Scottish Labour Conference Votes For Immediate Gaza Ceasefire

The Scottish Labour Party Conference has voted for an immediate ceasefire in Gaza. The vote  comes ahead of a second crunch Commons vote on a ceasefire on Wednesday next week.

Scottish Labour leader Anas Sarwar welcomed the result, saying “I’m proud that Scottish Labour Conference has unanimously passed a motion calling for an immediate ceasefire in the Middle East.”

The full motion also called for the unconditional release of the hostages seized by Hamas and the restoration of essential supplies to Gaza.

A Momentum spokesperson said: “Scottish Labour has today spoken for the whole labour movement and the British public. Every Labour MP has a duty to speak out against the horrific war crimes we are seeing Israel commit in Gaza – and to vote for an immediate ceasefire in Gaza next week. No excuses and no evasions – history will be watching the votes of every Labour MP.”
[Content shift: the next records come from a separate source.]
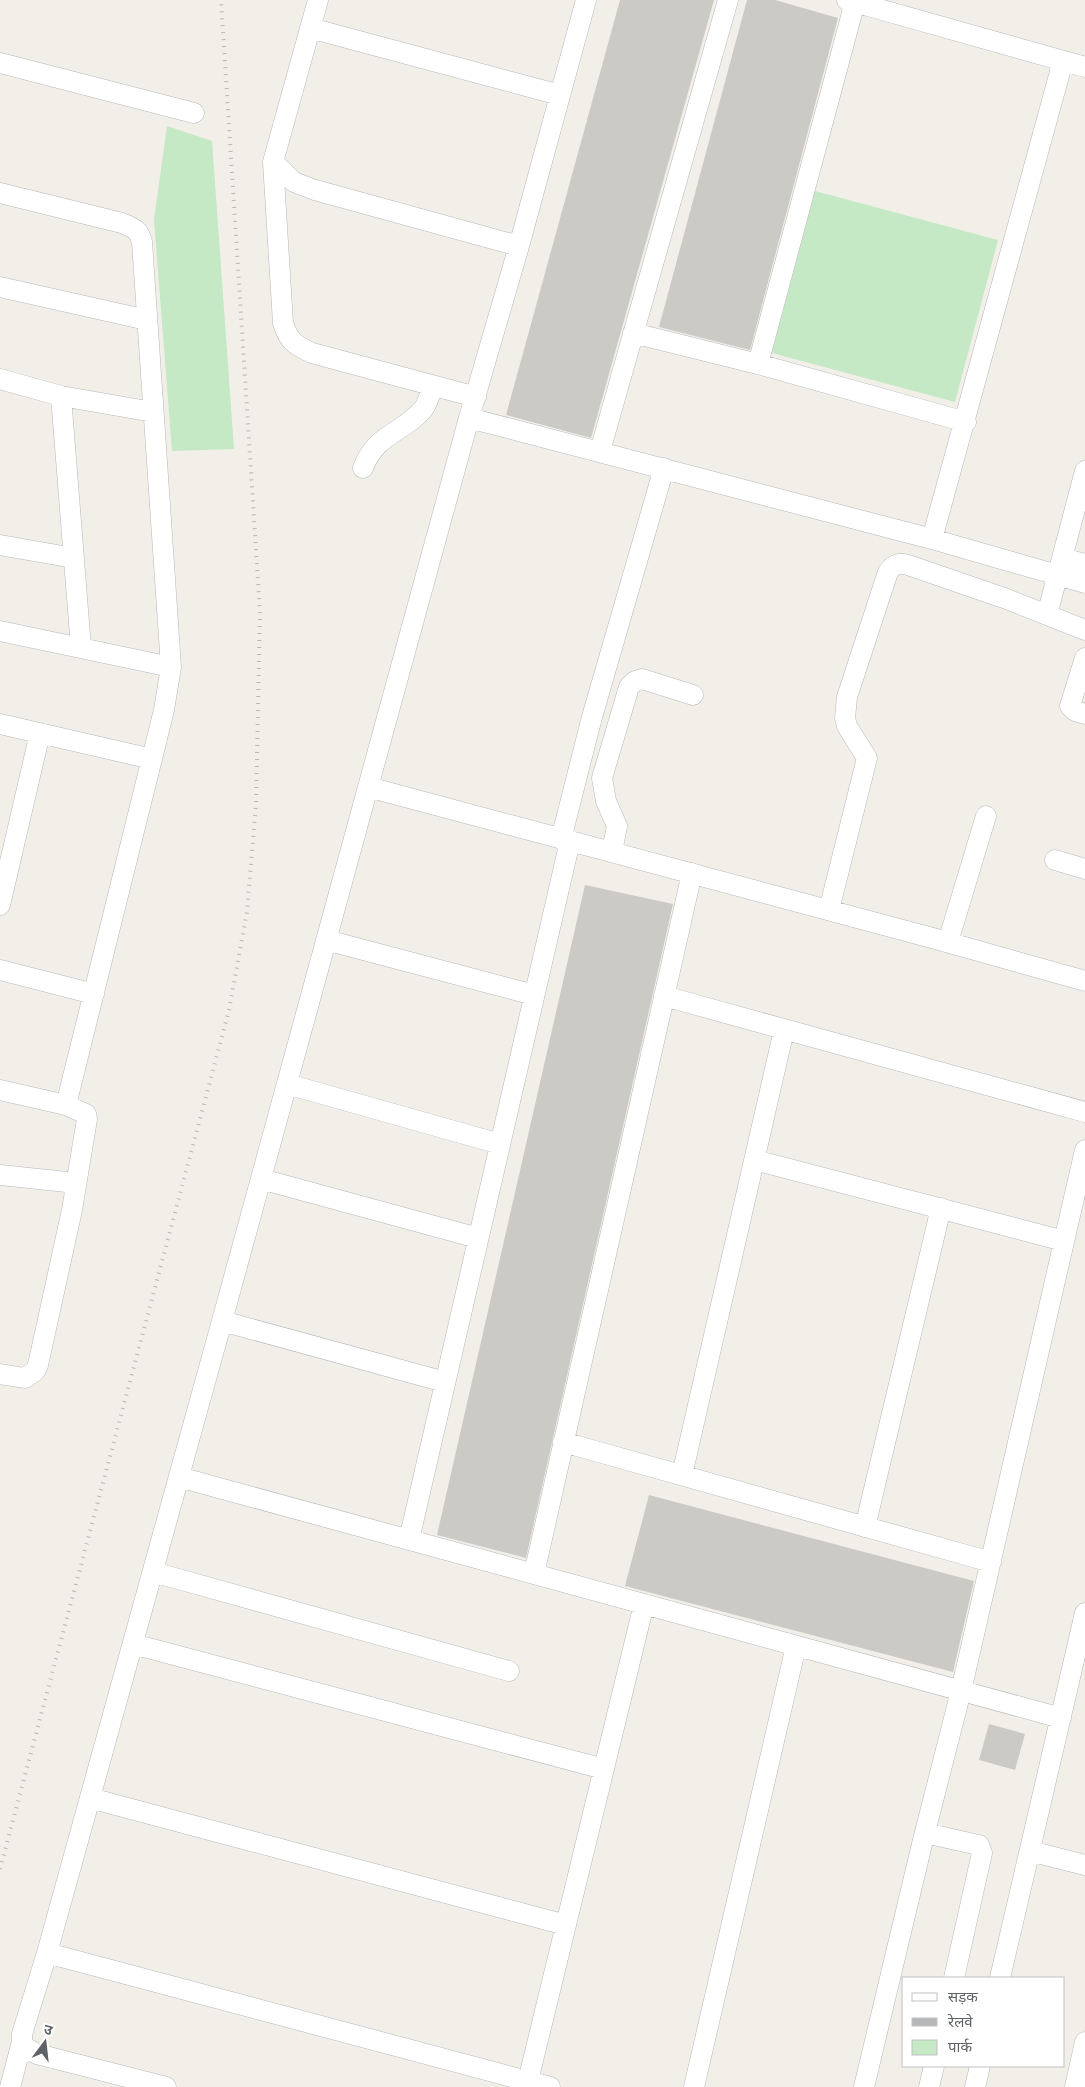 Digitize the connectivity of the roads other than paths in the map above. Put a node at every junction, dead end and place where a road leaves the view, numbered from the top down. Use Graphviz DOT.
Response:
graph roads {
  1 [pos="318,0"];
  2 [pos="586,0"];
  3 [pos="728,0"];
  4 [pos="851,1"];
  5 [pos="310,28"];
  6 [pos="1063,61"];
  7 [pos="0,63"];
  8 [pos="1085,68"];
  9 [pos="560,95"];
  10 [pos="194,113"];
  11 [pos="273,162"];
  12 [pos="0,193"];
  13 [pos="519,246"];
  14 [pos="0,287"];
  15 [pos="147,320"];
  16 [pos="633,333"];
  17 [pos="758,364"];
  18 [pos="0,379"];
  19 [pos="433,386"];
  20 [pos="61,396"];
  21 [pos="476,397"];
  22 [pos="153,412"];
  23 [pos="469,418"];
  24 [pos="966,422"];
  25 [pos="600,451"];
  26 [pos="364,468"];
  27 [pos="664,468"];
  28 [pos="1085,471"];
  29 [pos="1080,509"];
  30 [pos="932,540"];
  31 [pos="0,545"];
  32 [pos="74,558"];
  33 [pos="1085,564"];
  34 [pos="1060,566"];
  35 [pos="1085,583"];
  36 [pos="1047,615"];
  37 [pos="1085,630"];
  38 [pos="0,631"];
  39 [pos="81,648"];
  40 [pos="1085,658"];
  41 [pos="171,668"];
  42 [pos="693,695"];
  43 [pos="1085,714"];
  44 [pos="0,724"];
  45 [pos="40,734"];
  46 [pos="152,759"];
  47 [pos="368,787"];
  48 [pos="986,816"];
  49 [pos="565,840"];
  50 [pos="7,843"];
  51 [pos="612,852"];
  52 [pos="1055,860"];
  53 [pos="1085,869"];
  54 [pos="692,873"];
  55 [pos="0,905"];
  56 [pos="829,910"];
  57 [pos="326,940"];
  58 [pos="948,942"];
  59 [pos="0,970"];
  60 [pos="1085,981"];
  61 [pos="94,994"];
  62 [pos="534,995"];
  63 [pos="664,996"];
  64 [pos="784,1030"];
  65 [pos="287,1084"];
  66 [pos="0,1090"];
  67 [pos="66,1105"];
  68 [pos="1085,1112"];
  69 [pos="500,1144"];
  70 [pos="1085,1150"];
  71 [pos="754,1160"];
  72 [pos="0,1175"];
  73 [pos="261,1179"];
  74 [pos="76,1183"];
  75 [pos="941,1208"];
  76 [pos="478,1238"];
  77 [pos="1064,1241"];
  78 [pos="222,1321"];
  79 [pos="0,1374"];
  80 [pos="445,1382"];
  81 [pos="564,1442"];
  82 [pos="682,1475"];
  83 [pos="179,1477"];
  84 [pos="865,1527"];
  85 [pos="409,1540"];
  86 [pos="991,1562"];
  87 [pos="152,1572"];
  88 [pos="534,1574"];
  89 [pos="644,1604"];
  90 [pos="1085,1613"];
  91 [pos="133,1644"];
  92 [pos="796,1646"];
  93 [pos="509,1671"];
  94 [pos="961,1691"];
  95 [pos="1061,1718"];
  96 [pos="604,1769"];
  97 [pos="90,1798"];
  98 [pos="925,1832"];
  99 [pos="1030,1851"];
  100 [pos="1085,1865"];
  101 [pos="566,1925"];
  102 [pos="47,1953"];
  103 [pos="954,1977"];
  104 [pos="1000,1977"];
  105 [pos="22,2042"];
  106 [pos="1085,2042"];
  107 [pos="934,2067"];
  108 [pos="980,2067"];
  109 [pos="101,2079"];
  110 [pos="528,2081"];
  111 [pos="10,2087"];
  112 [pos="166,2087"];
  113 [pos="550,2087"];
  114 [pos="694,2087"];
  115 [pos="864,2087"];
  116 [pos="929,2087"];
  117 [pos="975,2087"];
  118 [pos="1075,2087"];
  1 -- 5 [label="street"];
  2 -- 9 [label="street"];
  3 -- 16 [label="street"];
  4 -- 6 [label="street"];
  4 -- 17 [label="street"];
  5 -- 9 [label="street"];
  5 -- 11 [label="street"];
  6 -- 8 [label="street"];
  6 -- 24 [label="street"];
  7 -- 10 [label="street"];
  9 -- 13 [label="street"];
  11 -- 13 [label="street"];
  11 -- 19 [label="street"];
  12 -- 15 [label="street"];
  13 -- 21 [label="street"];
  14 -- 15 [label="street"];
  15 -- 22 [label="street"];
  16 -- 17 [label="street"];
  16 -- 25 [label="street"];
  17 -- 24 [label="street"];
  18 -- 20 [label="street"];
  19 -- 21 [label="street"];
  19 -- 26 [label="street"];
  20 -- 22 [label="street"];
  20 -- 32 [label="street"];
  21 -- 23 [label="street"];
  22 -- 41 [label="street"];
  23 -- 25 [label="street"];
  23 -- 47 [label="street"];
  24 -- 30 [label="street"];
  25 -- 27 [label="street"];
  27 -- 30 [label="street"];
  27 -- 49 [label="street"];
  28 -- 29 [label="street"];
  29 -- 34 [label="street"];
  30 -- 34 [label="street"];
  31 -- 32 [label="street"];
  32 -- 39 [label="street"];
  33 -- 34 [label="street"];
  34 -- 35 [label="street"];
  34 -- 36 [label="street"];
  36 -- 37 [label="street"];
  36 -- 56 [label="street"];
  38 -- 39 [label="street"];
  39 -- 41 [label="street"];
  40 -- 43 [label="street"];
  41 -- 46 [label="street"];
  42 -- 51 [label="street"];
  44 -- 45 [label="street"];
  45 -- 46 [label="street"];
  45 -- 50 [label="street"];
  46 -- 61 [label="street"];
  47 -- 49 [label="street"];
  47 -- 57 [label="street"];
  48 -- 58 [label="street"];
  49 -- 51 [label="street"];
  49 -- 62 [label="street"];
  50 -- 55 [label="street"];
  51 -- 54 [label="street"];
  52 -- 53 [label="street"];
  54 -- 56 [label="street"];
  54 -- 63 [label="street"];
  56 -- 58 [label="street"];
  57 -- 62 [label="street"];
  57 -- 65 [label="street"];
  58 -- 60 [label="street"];
  59 -- 61 [label="street"];
  61 -- 67 [label="street"];
  62 -- 69 [label="street"];
  63 -- 64 [label="street"];
  63 -- 81 [label="street"];
  64 -- 68 [label="street"];
  64 -- 71 [label="street"];
  65 -- 69 [label="street"];
  65 -- 73 [label="street"];
  66 -- 67 [label="street"];
  67 -- 74 [label="street"];
  69 -- 76 [label="street"];
  70 -- 77 [label="street"];
  71 -- 75 [label="street"];
  71 -- 82 [label="street"];
  72 -- 74 [label="street"];
  73 -- 76 [label="street"];
  73 -- 78 [label="street"];
  74 -- 79 [label="street"];
  75 -- 77 [label="street"];
  75 -- 84 [label="street"];
  76 -- 80 [label="street"];
  77 -- 86 [label="street"];
  78 -- 80 [label="street"];
  78 -- 83 [label="street"];
  80 -- 85 [label="street"];
  81 -- 82 [label="street"];
  81 -- 88 [label="street"];
  82 -- 84 [label="street"];
  83 -- 85 [label="street"];
  83 -- 87 [label="street"];
  84 -- 86 [label="street"];
  85 -- 88 [label="street"];
  86 -- 94 [label="street"];
  87 -- 91 [label="street"];
  87 -- 93 [label="street"];
  88 -- 89 [label="street"];
  89 -- 92 [label="street"];
  89 -- 96 [label="street"];
  90 -- 95 [label="street"];
  91 -- 96 [label="street"];
  91 -- 97 [label="street"];
  92 -- 94 [label="street"];
  92 -- 114 [label="street"];
  94 -- 95 [label="street"];
  94 -- 98 [label="street"];
  95 -- 99 [label="street"];
  96 -- 101 [label="street"];
  97 -- 101 [label="street"];
  97 -- 102 [label="street"];
  98 -- 103 [label="street"];
  98 -- 115 [label="street"];
  99 -- 100 [label="street"];
  99 -- 104 [label="street"];
  101 -- 110 [label="street"];
  102 -- 105 [label="street"];
  102 -- 110 [label="street"];
  105 -- 109 [label="street"];
  105 -- 111 [label="street"];
  106 -- 118 [label="street"];
  107 -- 116 [label="street"];
  108 -- 117 [label="street"];
  109 -- 112 [label="street"];
  110 -- 113 [label="street"];
} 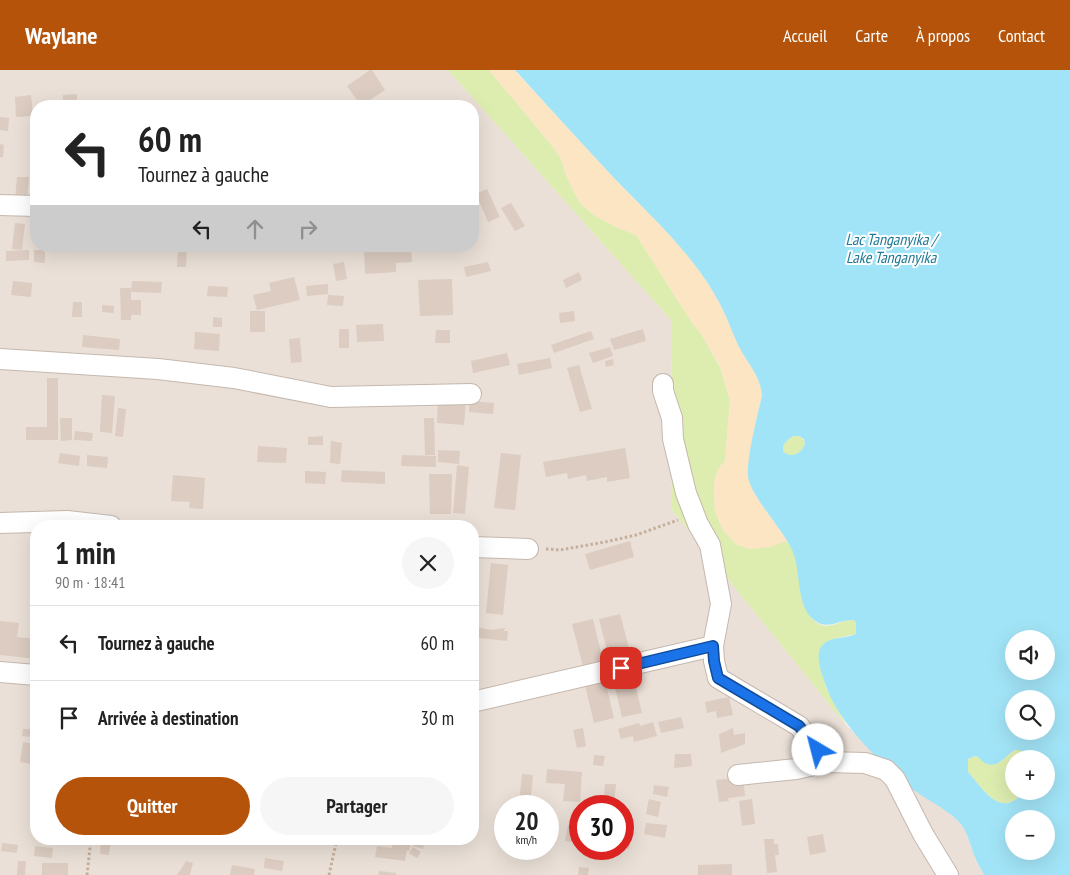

Meanwhile a Glasgow protest march on Saturday lunchtime, which organisers called against “ongoing genocide” in Gaza, headed to just outside the  Scottish Labour Conference, Labour List reported. The Scottish Trade Unions Congress organised its own bloc at the demonstration. General secretary Roz Foyer highlighted the protest in her speech to the Scottish Labour conference on Friday, saying unions “will not remain silent while genocide is taking place before our very eyes”.

Lat year, Keir Starmer whipped Labour MPs to abstain on a vote for a ceasefire in Gaza – but faced a huge rebellion from backbenchers. Ten Labour frontbenchers and nearly 50 backbenchers defied the Labour whip in November and voted for a Scottish National Party amendment calling for a ceasefire.

Alongside Sarwar, London Mayor Sadiq Khan, Greater Manchester Mayor Andy Burnham and a number of other Labour Mayors have all diverged from Keir Starmer and called for a ceasefire.

A YouGov poll this week showed two out of three members of the public back an end to the Israeli assault on Gaza and an immediate ceasefire. That rises to over 80% of Labour voters.

Campaigners have called for a lobby of Parliament on Wednesday February 21st to pressurise MPs to support a ceasefire.